Esta película dialoga con El sabor de las cerezas, del iraní Abbas Kiarostami (1997). Si bien son dos producciones en contextos temporales y con lenguajes cinematográficos distintos, abordan reflexiones similares. Mr. Badii busca por todos los medios encontrar en las afueras de Teherán alguien que lo ayude en su plan de suicidio. No pide que lo maten, sino solo una mínima complicidad: una veintena de paladas de tierra ocre y árida sobre su cuerpo sedado por los somníferos en un foso al lado de un árbol. En esta road movie, Kiarostami incorpora múltiples personajes: un soldado kurdo, un juntador de chatarra, un vigilante afgano, un estudiante de teología islámica y un taxidermista, que por diversos argumentos no satisfacen la demanda de Mr. Badii o intentan persuadirlo de que no se mate.

Ambas experiencias están atravesadas por una profunda duda sobre los códigos de las reglas morales. Los arduos debates ideológicos, religiosos y filosóficos colocan en ambas películas la posibilidad de elegir morir como una oportunidad en la que la vida se convierte en algo real y no en un espejismo. Las películas se sitúan en un momento liminal de la historia humana, cuando comienza la despolitización y la desubjetivación de las personas transformadas en consumo. Ambas producciones nos brindan demasiadas señales para entender el momento que vivimos.

Quizás sea el momento de darnos la oportunidad de dejar de esperar. De dejar de tenerle miedo a la muerte y que nos vayamos todos de esta forma demasiado humana para encontrar otras posibilidades de existencia aquí y ahora.

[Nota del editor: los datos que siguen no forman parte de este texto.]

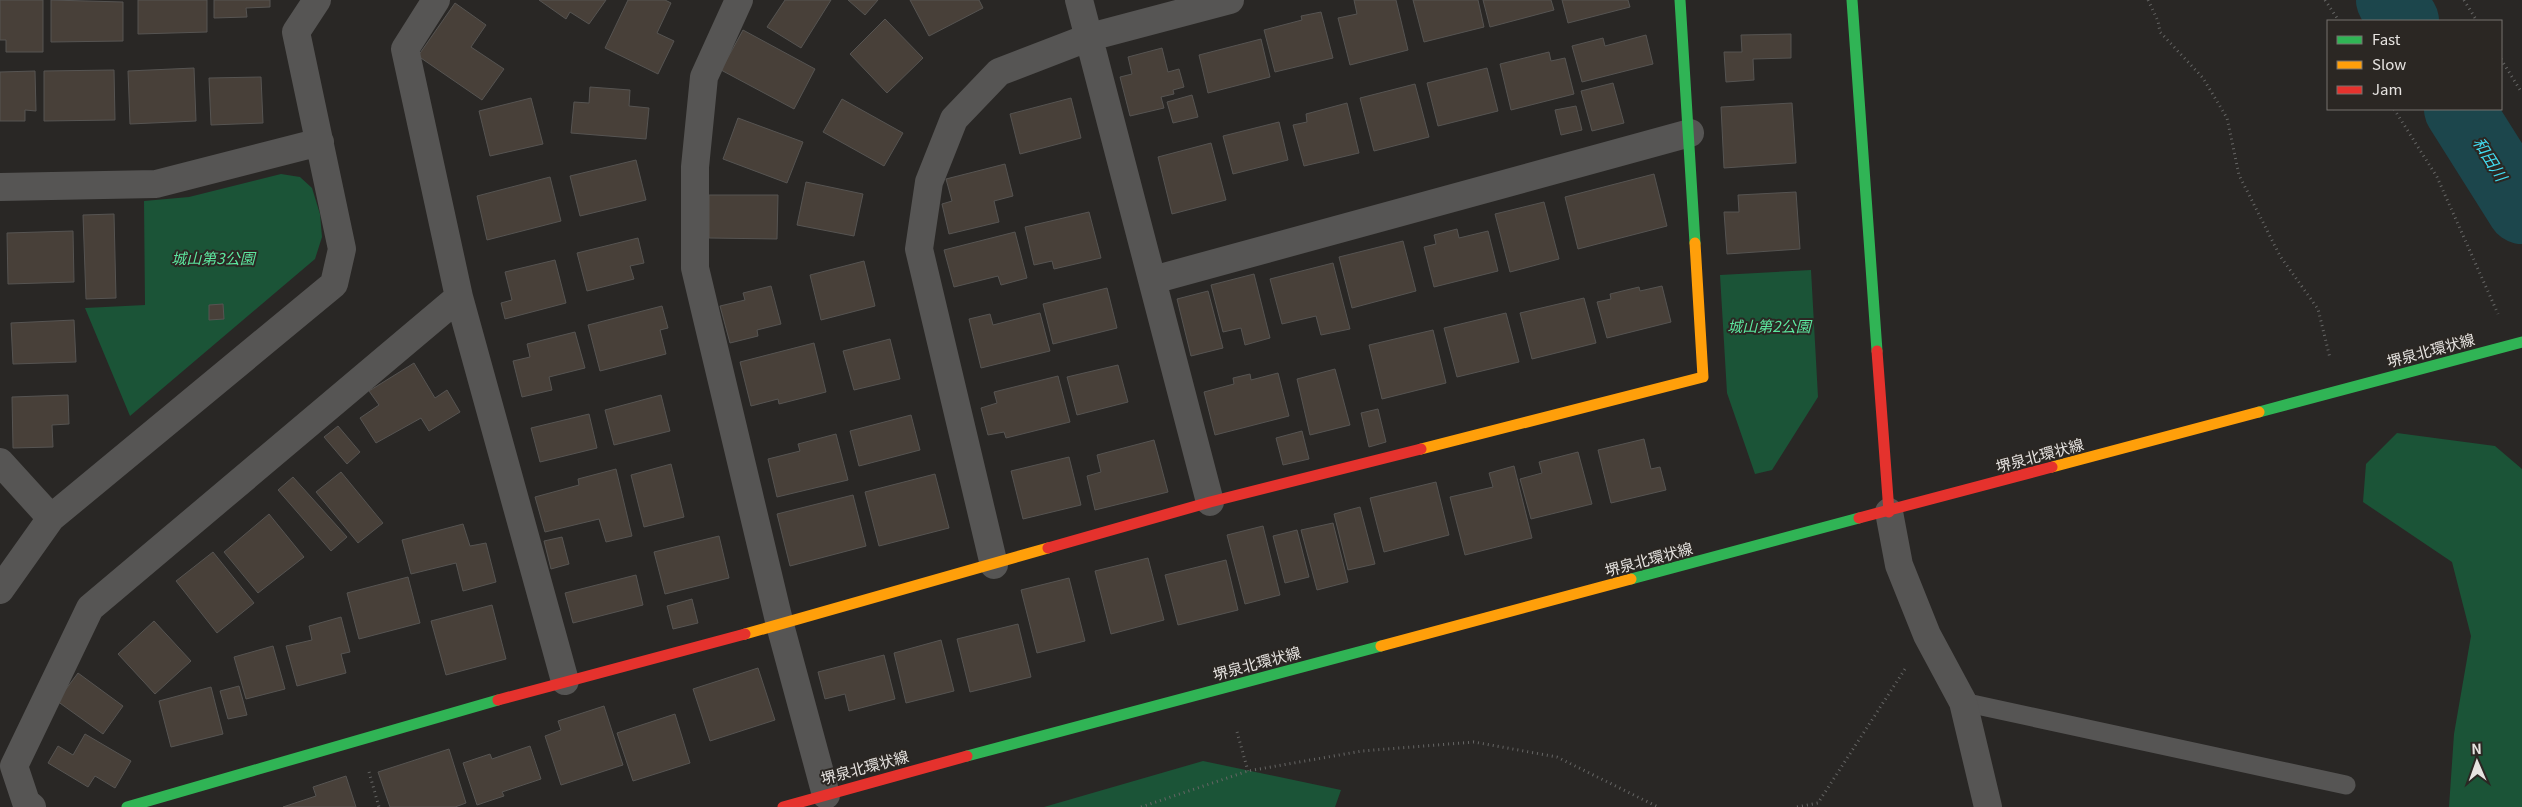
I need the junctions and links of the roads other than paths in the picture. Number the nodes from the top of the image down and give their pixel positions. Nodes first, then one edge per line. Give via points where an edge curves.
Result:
1 (317, 0) edge
2 (436, 0) edge
3 (738, 0) edge
4 (1080, 0) edge
5 (1230, 0) edge
6 (1680, 0) edge
7 (1852, 0) edge
8 (1090, 37) junction
9 (1690, 133) junction
10 (320, 142) junction
11 (0, 187) edge
12 (1153, 280) junction
13 (459, 297) junction
14 (2517, 344) edge
15 (0, 462) edge
16 (1210, 502) junction
17 (1889, 512) junction
18 (52, 518) junction
19 (994, 564) junction
20 (0, 590) edge
21 (780, 625) junction
22 (565, 681) junction
23 (1964, 702) junction
24 (2346, 785) dead end
25 (826, 795) junction
26 (32, 807) edge
27 (127, 807) edge
28 (783, 807) edge
29 (1988, 807) edge

1 - 10 street via 296,32
2 - 13 street via 405,49
3 - 21 street via 704,78 695,167 695,268
4 - 8 street
5 - 8 street
6 - 9 street
7 - 17 street
8 - 12 street
8 - 19 street via 1000,72 954,120 929,182 919,249
9 - 12 street
9 - 16 street via 1703,377
10 - 11 street via 156,184
10 - 18 street via 342,249 334,284
12 - 16 street
13 - 22 street
13 - 26 street via 90,608 14,766 26,802
14 - 17 street, 堺泉北環状線
15 - 18 street
16 - 19 street
17 - 23 street via 1900,565 1927,635
17 - 25 street, 堺泉北環状線
18 - 20 street
19 - 21 street
21 - 22 street
21 - 25 street
22 - 27 street
23 - 24 lane
23 - 29 street
25 - 28 street, 堺泉北環状線

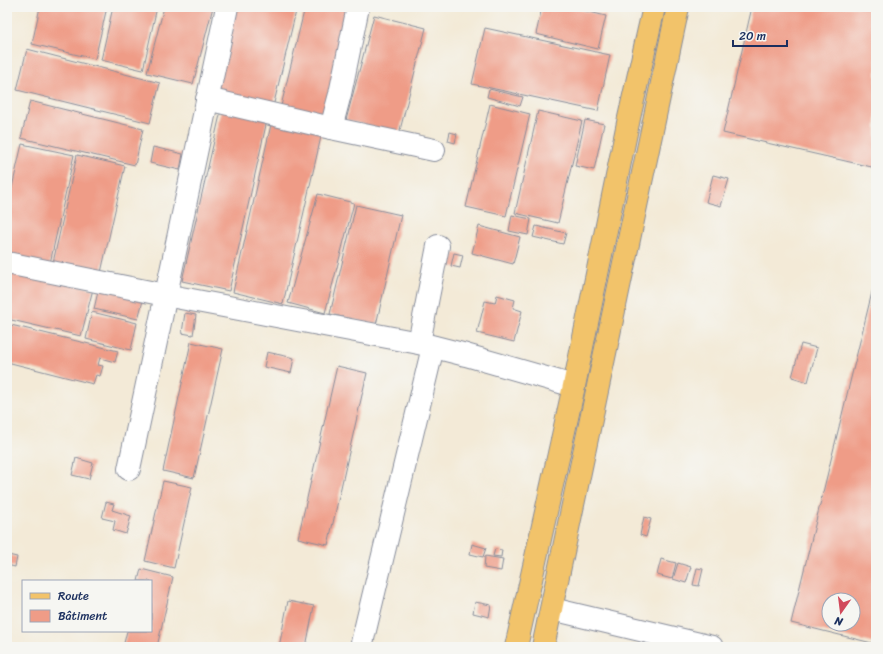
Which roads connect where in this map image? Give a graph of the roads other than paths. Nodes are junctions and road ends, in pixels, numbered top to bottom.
1 (227, 7) edge
2 (358, 7) edge
3 (654, 7) edge
4 (678, 7) edge
5 (207, 99) junction
6 (331, 128) junction
7 (434, 150) dead end
8 (438, 246) dead end
9 (7, 263) edge
10 (165, 295) junction
11 (426, 345) junction
12 (574, 386) junction
13 (129, 469) dead end
14 (552, 609) junction
15 (362, 647) edge
16 (516, 647) edge
17 (543, 647) edge
18 (712, 647) edge

1 - 5 street
2 - 6 street
3 - 12 main road
4 - 14 main road
5 - 6 street
5 - 10 street
6 - 7 street
8 - 11 street
9 - 10 street
10 - 11 street
10 - 13 street
11 - 12 street
11 - 15 street
12 - 16 main road
14 - 17 main road
14 - 18 street

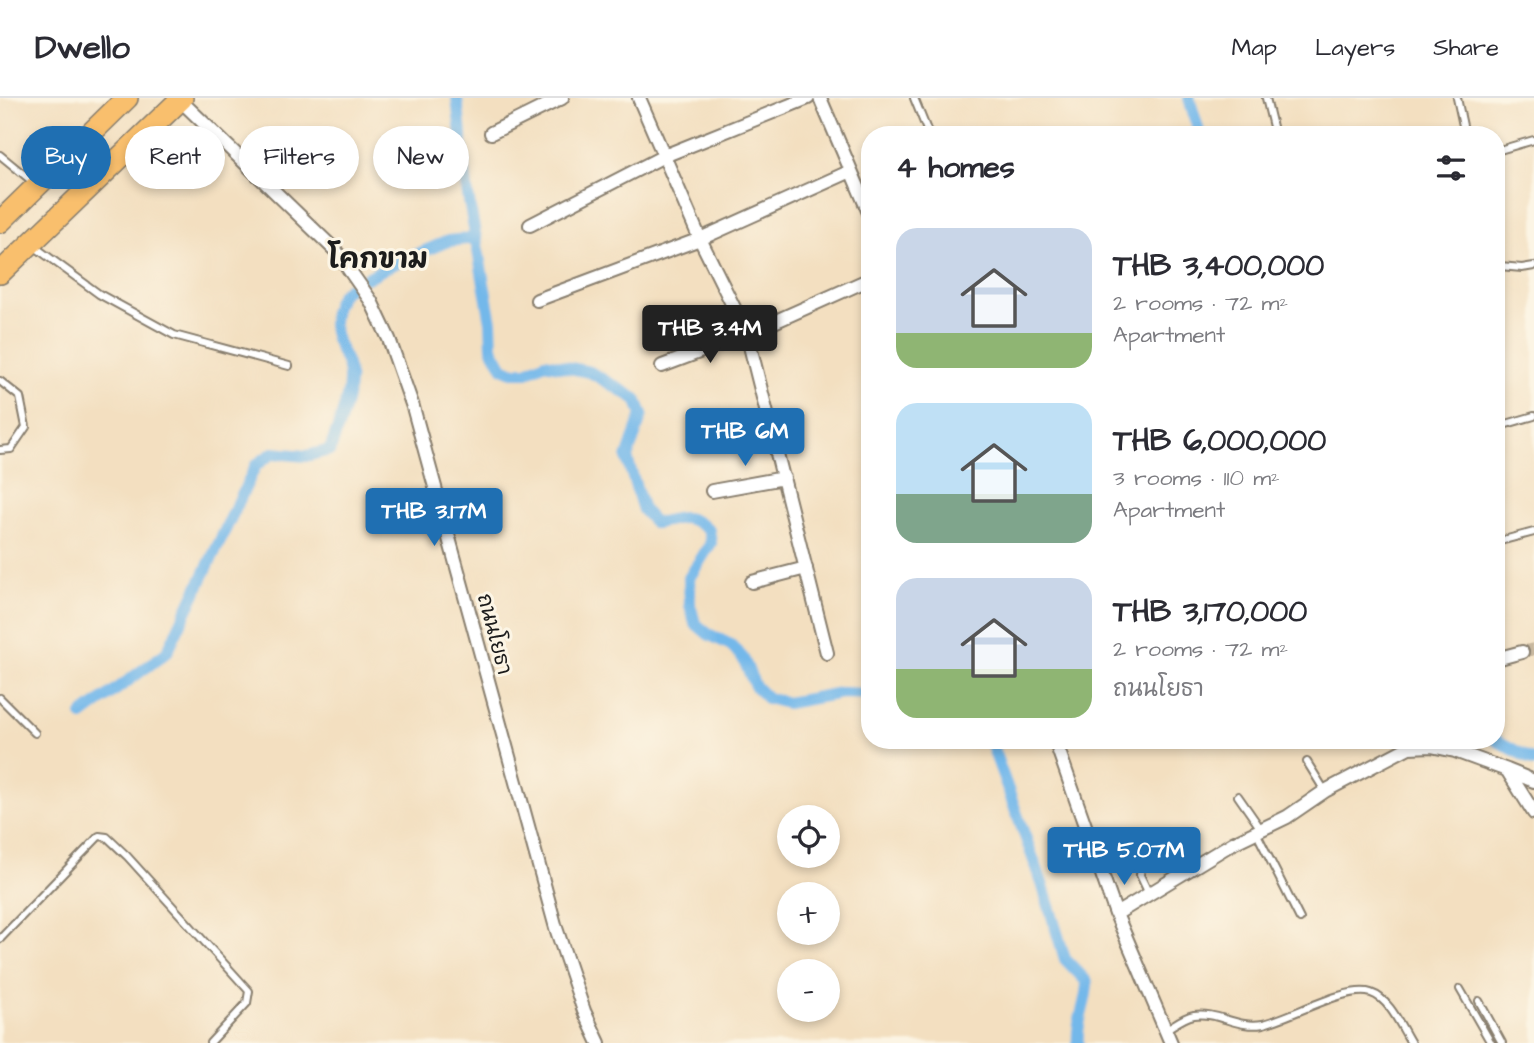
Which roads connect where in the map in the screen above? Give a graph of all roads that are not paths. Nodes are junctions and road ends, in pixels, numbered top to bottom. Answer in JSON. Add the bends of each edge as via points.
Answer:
{"nodes":[{"id":1,"x":562,"y":98,"type":"edge"},
{"id":2,"x":639,"y":98,"type":"edge"},
{"id":3,"x":808,"y":98,"type":"edge"},
{"id":4,"x":820,"y":98,"type":"edge"},
{"id":5,"x":914,"y":98,"type":"edge"},
{"id":6,"x":1266,"y":98,"type":"edge"},
{"id":7,"x":1467,"y":98,"type":"edge"},
{"id":8,"x":181,"y":99,"type":"edge"},
{"id":9,"x":119,"y":100,"type":"edge"},
{"id":10,"x":1457,"y":100,"type":"edge"},
{"id":11,"x":94,"y":126,"type":"edge"},
{"id":12,"x":925,"y":126,"type":"edge"},
{"id":13,"x":1273,"y":126,"type":"edge"},
{"id":14,"x":1463,"y":126,"type":"edge"},
{"id":15,"x":491,"y":133,"type":"dead end"},
{"id":16,"x":1534,"y":140,"type":"edge"},
{"id":17,"x":1505,"y":148,"type":"edge"},
{"id":18,"x":0,"y":155,"type":"edge"},
{"id":19,"x":664,"y":156,"type":"junction"},
{"id":20,"x":851,"y":171,"type":"junction"},
{"id":21,"x":21,"y":173,"type":"edge"},
{"id":22,"x":34,"y":189,"type":"edge"},
{"id":23,"x":861,"y":190,"type":"edge"},
{"id":24,"x":0,"y":222,"type":"edge"},
{"id":25,"x":530,"y":225,"type":"dead end"},
{"id":26,"x":700,"y":239,"type":"junction"},
{"id":27,"x":31,"y":243,"type":"junction"},
{"id":28,"x":1534,"y":266,"type":"edge"},
{"id":29,"x":1505,"y":267,"type":"edge"},
{"id":30,"x":0,"y":273,"type":"edge"},
{"id":31,"x":861,"y":283,"type":"edge"},
{"id":32,"x":537,"y":300,"type":"dead end"},
{"id":33,"x":747,"y":334,"type":"junction"},
{"id":34,"x":289,"y":366,"type":"dead end"},
{"id":35,"x":662,"y":366,"type":"dead end"},
{"id":36,"x":0,"y":381,"type":"edge"},
{"id":37,"x":1534,"y":416,"type":"edge"},
{"id":38,"x":1505,"y":424,"type":"edge"},
{"id":39,"x":0,"y":450,"type":"edge"},
{"id":40,"x":783,"y":478,"type":"junction"},
{"id":41,"x":712,"y":491,"type":"dead end"},
{"id":42,"x":1534,"y":532,"type":"edge"},
{"id":43,"x":1505,"y":540,"type":"edge"},
{"id":44,"x":806,"y":568,"type":"junction"},
{"id":45,"x":752,"y":582,"type":"dead end"},
{"id":46,"x":1522,"y":652,"type":"tunnel mouth"},
{"id":47,"x":827,"y":653,"type":"dead end"},
{"id":48,"x":1505,"y":657,"type":"edge"},
{"id":49,"x":0,"y":698,"type":"edge"},
{"id":50,"x":35,"y":733,"type":"dead end"},
{"id":51,"x":1058,"y":749,"type":"edge"},
{"id":52,"x":1405,"y":749,"type":"edge"},
{"id":53,"x":1445,"y":749,"type":"edge"},
{"id":54,"x":1307,"y":762,"type":"dead end"},
{"id":55,"x":1507,"y":770,"type":"junction"},
{"id":56,"x":1534,"y":781,"type":"edge"},
{"id":57,"x":1325,"y":791,"type":"junction"},
{"id":58,"x":1238,"y":796,"type":"dead end"},
{"id":59,"x":1534,"y":813,"type":"edge"},
{"id":60,"x":1259,"y":830,"type":"junction"},
{"id":61,"x":1185,"y":872,"type":"junction"},
{"id":62,"x":1149,"y":894,"type":"junction"},
{"id":63,"x":1116,"y":914,"type":"junction"},
{"id":64,"x":1300,"y":919,"type":"dead end"},
{"id":65,"x":0,"y":939,"type":"edge"},
{"id":66,"x":1461,"y":989,"type":"dead end"},
{"id":67,"x":1479,"y":1001,"type":"dead end"},
{"id":68,"x":1165,"y":1030,"type":"junction"},
{"id":69,"x":210,"y":1043,"type":"edge"},
{"id":70,"x":600,"y":1043,"type":"edge"},
{"id":71,"x":1171,"y":1043,"type":"edge"},
{"id":72,"x":1411,"y":1043,"type":"edge"},
{"id":73,"x":1491,"y":1043,"type":"edge"},
{"id":74,"x":1502,"y":1043,"type":"edge"}],
"edges":[{"from":1,"to":15,"type":"street"},
{"from":2,"to":19,"type":"street"},
{"from":3,"to":19,"type":"street"},
{"from":4,"to":20,"type":"street"},
{"from":5,"to":12,"type":"lane"},
{"from":6,"to":13,"type":"lane"},
{"from":7,"to":10,"type":"lane"},
{"from":8,"to":27,"type":"main road"},
{"from":8,"to":70,"type":"street","name":"ถนนโยธา","via":[[336,251],[371,301],[389,340],[413,407],[556,928],[583,1011]]},
{"from":9,"to":11,"type":"main road"},
{"from":10,"to":14,"type":"lane"},
{"from":16,"to":17,"type":"lane"},
{"from":18,"to":21,"type":"lane"},
{"from":19,"to":25,"type":"street"},
{"from":19,"to":26,"type":"street"},
{"from":20,"to":23,"type":"street"},
{"from":20,"to":26,"type":"street"},
{"from":22,"to":24,"type":"main road"},
{"from":26,"to":32,"type":"street"},
{"from":26,"to":33,"type":"street"},
{"from":27,"to":30,"type":"main road"},
{"from":27,"to":34,"type":"lane","via":[[99,294],[174,335]]},
{"from":28,"to":29,"type":"lane"},
{"from":31,"to":33,"type":"street"},
{"from":33,"to":35,"type":"street"},
{"from":33,"to":40,"type":"street"},
{"from":36,"to":39,"type":"lane","via":[[20,397],[26,427],[11,449]]},
{"from":37,"to":38,"type":"lane"},
{"from":40,"to":41,"type":"street"},
{"from":40,"to":44,"type":"street"},
{"from":42,"to":43,"type":"lane"},
{"from":44,"to":45,"type":"street"},
{"from":44,"to":47,"type":"street"},
{"from":46,"to":48,"type":"street"},
{"from":49,"to":50,"type":"lane"},
{"from":51,"to":63,"type":"street"},
{"from":52,"to":57,"type":"street"},
{"from":53,"to":55,"type":"street"},
{"from":54,"to":57,"type":"lane"},
{"from":55,"to":56,"type":"street"},
{"from":55,"to":59,"type":"street"},
{"from":57,"to":60,"type":"street"},
{"from":58,"to":60,"type":"lane"},
{"from":60,"to":61,"type":"street"},
{"from":60,"to":64,"type":"lane"},
{"from":61,"to":62,"type":"street"},
{"from":61,"to":62,"type":"lane","via":[[1175,855],[1145,864],[1140,875]]},
{"from":62,"to":63,"type":"street"},
{"from":63,"to":68,"type":"street"},
{"from":65,"to":69,"type":"lane","via":[[99,836],[107,837],[249,991],[247,1003]]},
{"from":66,"to":73,"type":"lane"},
{"from":67,"to":74,"type":"lane"},
{"from":68,"to":71,"type":"street"},
{"from":68,"to":72,"type":"lane","via":[[1196,1014],[1260,1025],[1356,991],[1373,993],[1386,1002]]}]}
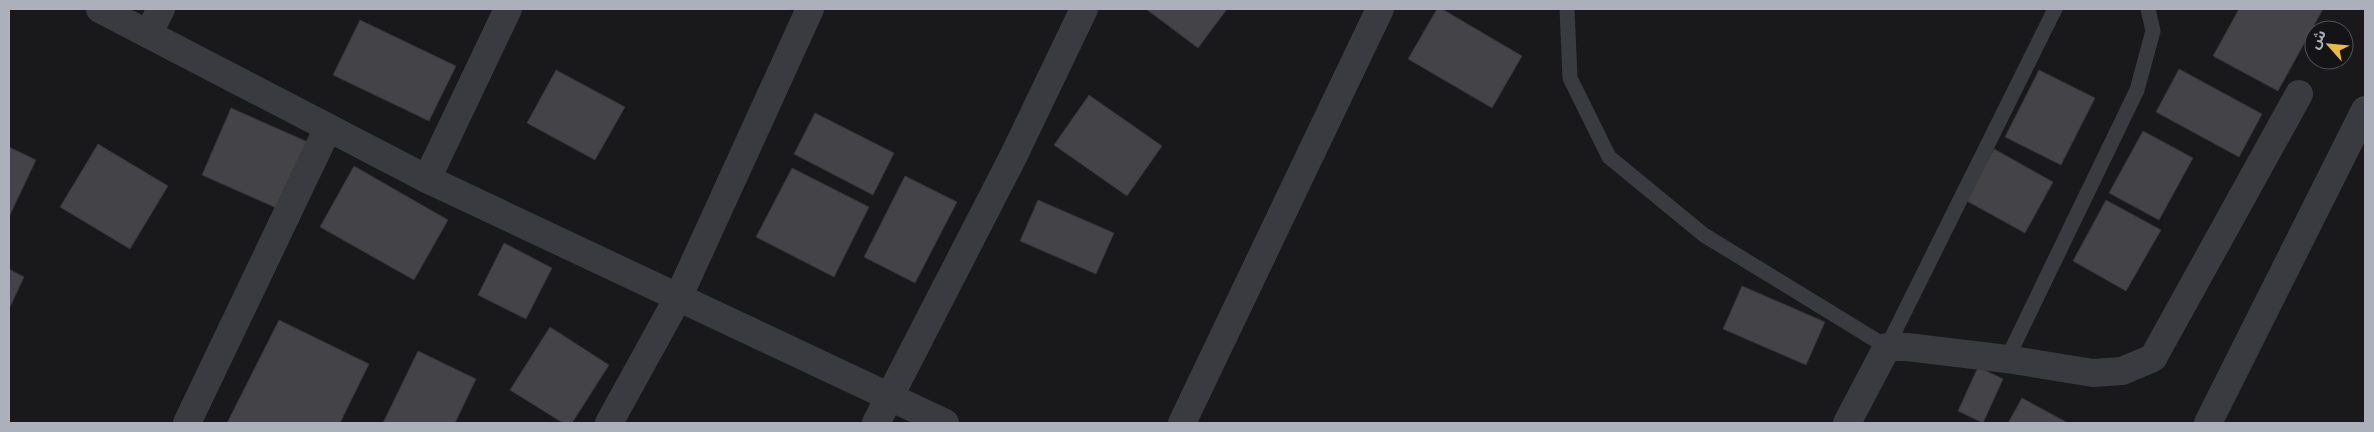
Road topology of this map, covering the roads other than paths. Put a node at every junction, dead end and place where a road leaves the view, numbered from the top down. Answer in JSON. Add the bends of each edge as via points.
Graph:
{"nodes":[{"id":1,"x":100,"y":9,"type":"edge"},
{"id":2,"x":161,"y":9,"type":"edge"},
{"id":3,"x":508,"y":9,"type":"edge"},
{"id":4,"x":810,"y":9,"type":"edge"},
{"id":5,"x":1084,"y":9,"type":"edge"},
{"id":6,"x":1380,"y":9,"type":"edge"},
{"id":7,"x":1567,"y":9,"type":"edge"},
{"id":8,"x":2055,"y":9,"type":"edge"},
{"id":9,"x":2148,"y":9,"type":"edge"},
{"id":10,"x":148,"y":34,"type":"junction"},
{"id":11,"x":2299,"y":94,"type":"dead end"},
{"id":12,"x":2365,"y":110,"type":"edge"},
{"id":13,"x":328,"y":128,"type":"junction"},
{"id":14,"x":427,"y":179,"type":"junction"},
{"id":15,"x":679,"y":296,"type":"junction"},
{"id":16,"x":1887,"y":347,"type":"junction"},
{"id":17,"x":2007,"y":359,"type":"junction"},
{"id":18,"x":889,"y":395,"type":"junction"},
{"id":19,"x":186,"y":423,"type":"edge"},
{"id":20,"x":609,"y":423,"type":"edge"},
{"id":21,"x":876,"y":423,"type":"edge"},
{"id":22,"x":946,"y":423,"type":"edge"},
{"id":23,"x":1182,"y":423,"type":"edge"},
{"id":24,"x":1847,"y":423,"type":"edge"},
{"id":25,"x":2208,"y":423,"type":"edge"}],
"edges":[{"from":1,"to":10,"type":"street"},
{"from":2,"to":10,"type":"street"},
{"from":3,"to":14,"type":"street"},
{"from":4,"to":15,"type":"street"},
{"from":5,"to":18,"type":"street","via":[[1013,157]]},
{"from":6,"to":23,"type":"street"},
{"from":7,"to":16,"type":"lane","via":[[1570,78],[1609,157],[1704,235]]},
{"from":8,"to":16,"type":"lane"},
{"from":9,"to":17,"type":"lane","via":[[2153,31],[2137,90]]},
{"from":10,"to":13,"type":"street"},
{"from":11,"to":17,"type":"street","via":[[2152,358],[2122,371],[2093,373]]},
{"from":12,"to":25,"type":"street"},
{"from":13,"to":14,"type":"street"},
{"from":13,"to":19,"type":"street"},
{"from":14,"to":15,"type":"street"},
{"from":15,"to":18,"type":"street"},
{"from":15,"to":20,"type":"street"},
{"from":16,"to":17,"type":"street"},
{"from":16,"to":24,"type":"street"},
{"from":18,"to":21,"type":"street"},
{"from":18,"to":22,"type":"street"}]}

1. H. Arendt, La condición humana, Paidós, Buenos Aires, 2015.

2. F. Berardi, El Umbral. Crónicas y meditaciones, Tinta Limón, Buenos Aires, 2020.

3. L. Berlant, El Optimismo cruel, Caja Negra, Buenos Aires, 2020.

4. M. Fisher, Los fantasmas de mi vida, Caja Negra, Buenos Aires, 2018.

5. A. Gramsci, Cuadernos de la cárcel, s/d, 1947.

6. F. Guattari, Líneas de fuga. Por otro mundo posible, Cactus, Buenos Aires, 2013.

7. D. Sztulwark, La ofensiva sensible, Caja Negra, Buenos Aires, 2020, págs. 57, 137.